# Apple head or Deer head?



## Shalonw (Oct 28, 2011)

I am considering getting this puppy and her mom was a deer head and her dad was an apple head. I really prefer the apple head look. (My other chi is an apple head). Can anyone tell me if this puppy looks apple headish? From the side she does, but from the front she seems to have a longer muzzle.


----------



## Reese and Miley (Jun 24, 2010)

She looks much more deer than apple to me. Shes a very pretty color! If you prefer a more typey look though I would keep looking.


----------



## Chihuahuasloveme (Jan 8, 2010)

She's really cute!! Love the colour but I think the snout willbe longer by adulthood I'm no expert tho!


----------



## Shalonw (Oct 28, 2011)

Shalonw said:


> I am considering getting this puppy and her mom was a deer head and her dad was an apple head. I really prefer the apple head look. (My other chi is an apple head). Can anyone tell me if this puppy looks apple headish? From the side she does, but from the front she seems to have a longer muzzle.

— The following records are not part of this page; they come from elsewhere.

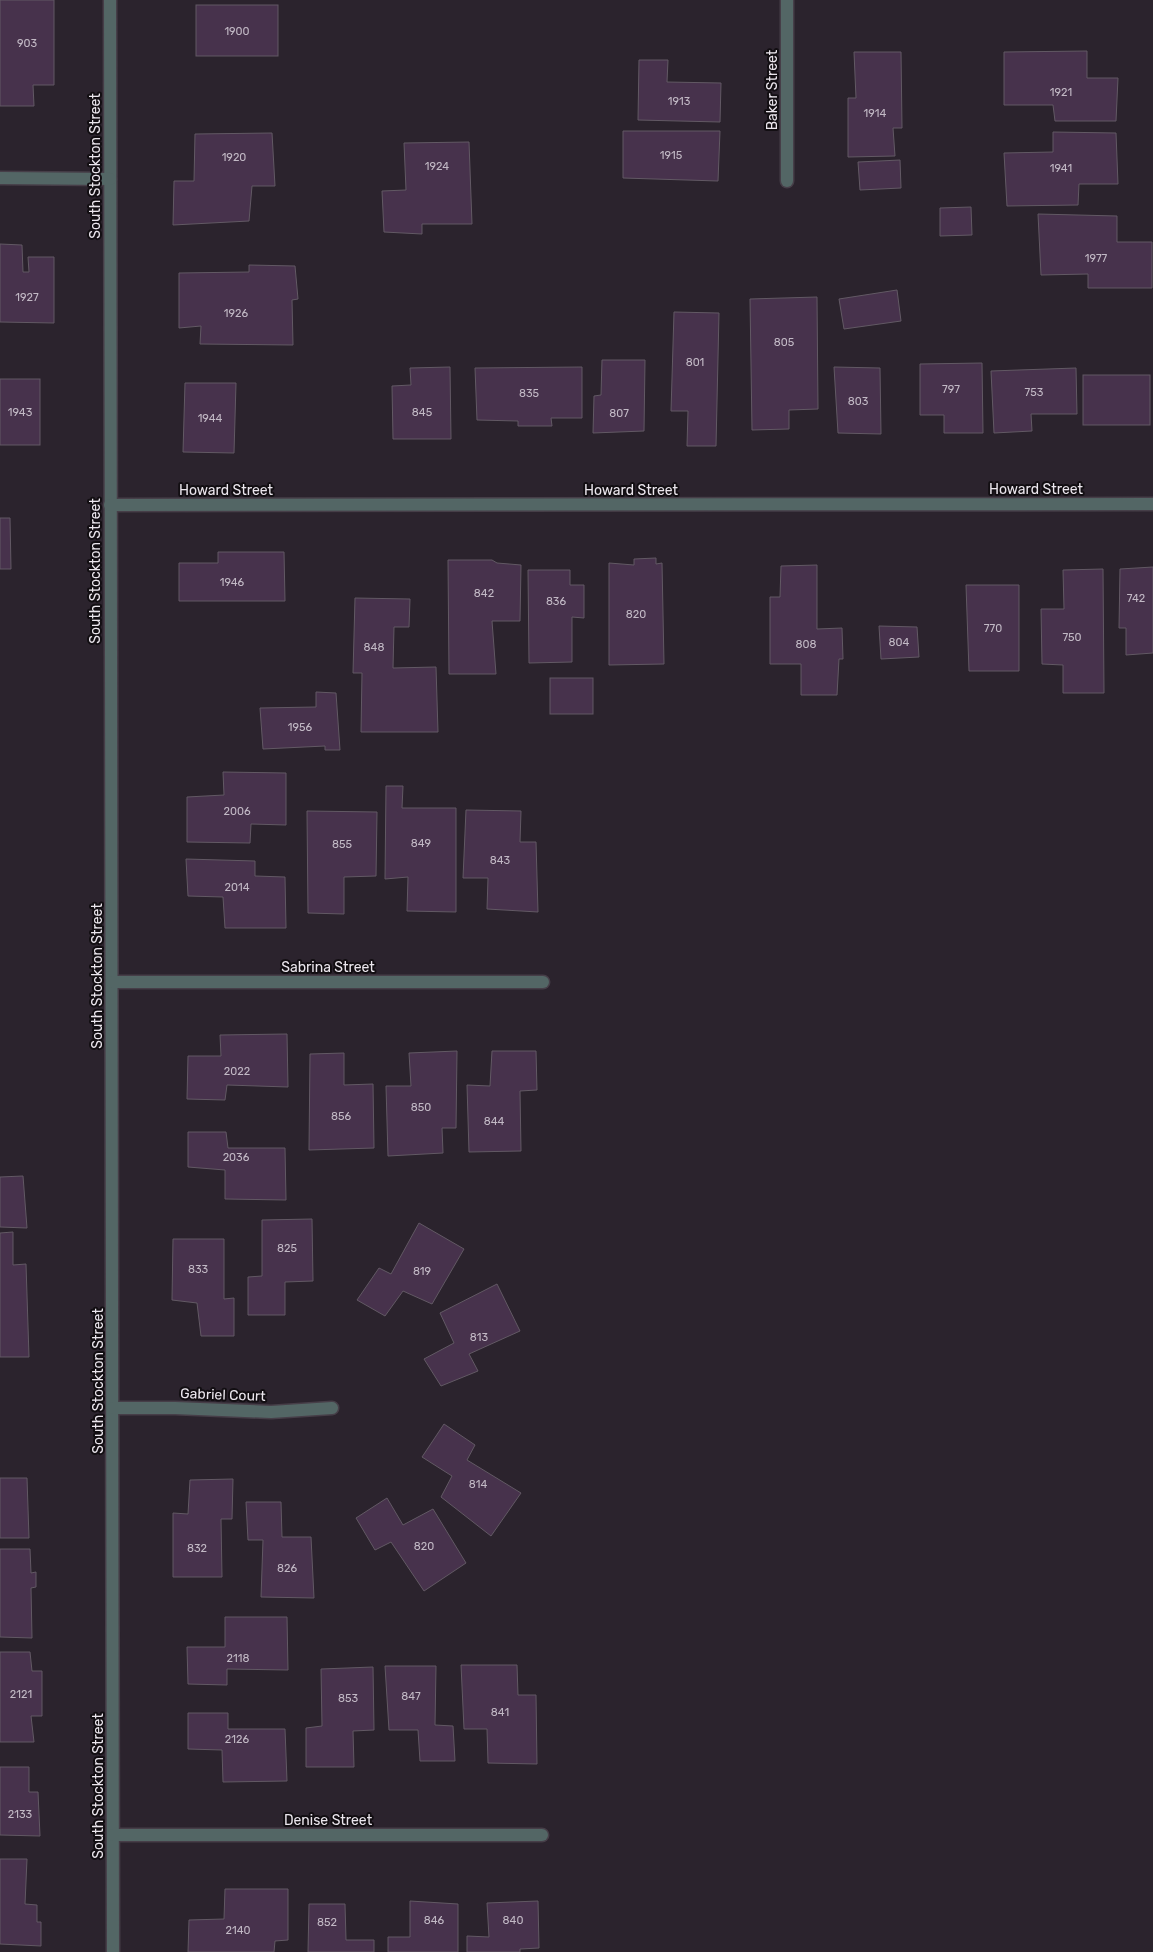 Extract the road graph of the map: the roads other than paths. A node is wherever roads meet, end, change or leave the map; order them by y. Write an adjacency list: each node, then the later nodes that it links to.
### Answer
1 (110, 0): 4 (street, South Stockton Street)
2 (787, 0): 5 (street, Baker Street)
3 (0, 178): 4 (street)
4 (110, 179): 7 (street, South Stockton Street)
5 (787, 181)
6 (1153, 504): 7 (street, Howard Street)
7 (110, 505): 8 (street, South Stockton Street)
8 (112, 982): 9 (street, Sabrina Street); 10 (street, South Stockton Street)
9 (543, 982)
10 (113, 1408): 11 (street, Gabriel Court); 12 (street, South Stockton Street)
11 (332, 1408)
12 (113, 1835): 13 (street, Denise Street); 14 (street, South Stockton Street)
13 (542, 1835)
14 (113, 1952)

Thanks guys! I do think she is adorable and her color is beautiful. I don't mind a slightly longer snout. I just do not prefer the smaller head and larger ears that the deer heads seem to have in my experience. Maybe she will be an in betweener...


----------



## Shalonw (Oct 28, 2011)

Thanks guys! She really is gorgeous. I don't mind a slightly longer muzzle, I just do not prefer the smaller head and larger ears that the deer heads seem to have. The breeder said she thinks she looks like an apple head to her. Maybe she'll be an in betweener..


----------



## jesuschick (Dec 5, 2010)

I agree with Katy. I'd need to see a more definite stop to think apple.


----------



## 20887 (Mar 16, 2011)

Her head is the same as my Penny's was when she was a baby... I would say she will have a longer muzzle.


----------



## flippedstars (Dec 16, 2009)

Her head will probably flatten quite a bit more and muzzle get longer, I agree though, what a yummy color! Since dogs live 10-15 years, I always say...GET WHAT YOU REALLY WANT!


----------



## Shalonw (Oct 28, 2011)

missy_r said:


> Her head is the same as my Penny's was when she was a baby... I would say she will have a longer muzzle.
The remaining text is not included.